Abstract:
A method for forming a metal layer having a predetermined thickness on an underlying material is disclosed. According to the method, the underlying material is electroplated to form the metal layer having a fraction of the predetermined thickness thereon. The step of electroplating is interrupted for a predetermined period of time. The step of electroplating is then resumed to form the metal layer having the predetermined thickness on the underlying material, thereby improving planarity of the metal layer.

Description:
BACKGROUND  
       [0001]     The present invention relates generally to semiconductor processing technology, and more particularly to a method for forming a metal layer in multiple steps.  
         [0002]     Semiconductor integrated circuits (ICs) have many levels of patterned metal layers. Different levels of metal layers can be connected by interconnection structures, such as vias and cross-over trenches that contain inlaid conductive materials. The process of forming the metal layers is usually referred to as metallization. Copper is usually selected as the material for forming the metal layers, because of its superior electrical conductivity.  
         [0003]     The copper layer is usually formed by an electroplating process.

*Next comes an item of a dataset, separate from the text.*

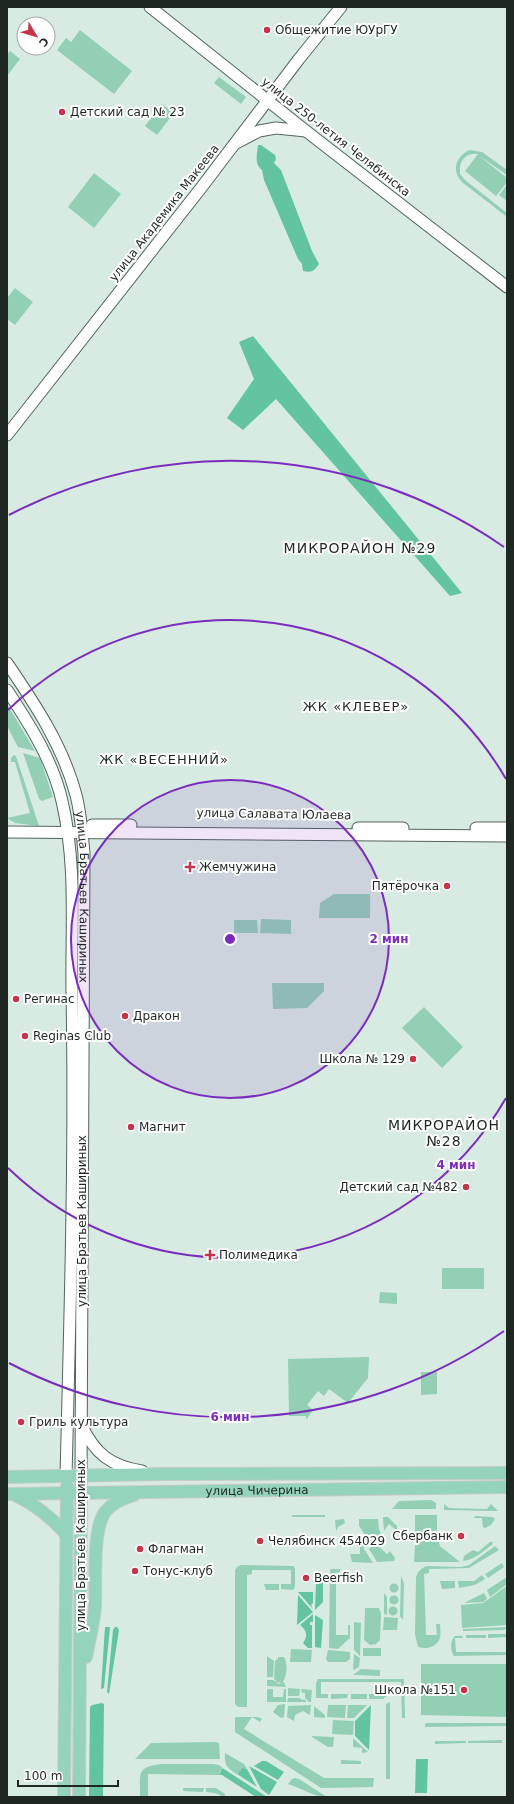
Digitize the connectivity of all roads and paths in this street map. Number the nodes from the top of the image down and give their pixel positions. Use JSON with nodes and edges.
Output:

A thin seed layer is deposited on an underlying material, such as a semiconductor substrate or a dielectric layer. The underlying material, on which the seed layer is disposed, is placed in a chemical electroplating solution or a chemical reaction chamber. The seed layer then grow into a thicker copper layer atop the underlying material. The copper layer is then patterned to form a desired conductive structure.  
         [0004]     In certain applications, some very thick copper layers are needed. Those thick copper layers often cause the problem of “hillock.” During the electroplating process, each grain grows in an individual crystal orientation. As growth proceeds, grains fill the space between them and generally grow upward at similar rates. However, some grains find early nucleation and have a head start in growth. Also, some grains grow at a crystal orientation that promotes a faster growth rate. Such grains that grow substantially taller than their neighbors are identified as “hillocks.” As the thickness of the copper layer increases, the problem of “hillock” becomes more serious. When the thickness of the copper layer is under 13K angstroms, the grain size of copper is relatively small, and does not cause serious problems to the copper layer. However, when the thickness of the copper layer is above 40K angstroms, the copper grain may become a “hillock,” and cause serious problems to the copper layer.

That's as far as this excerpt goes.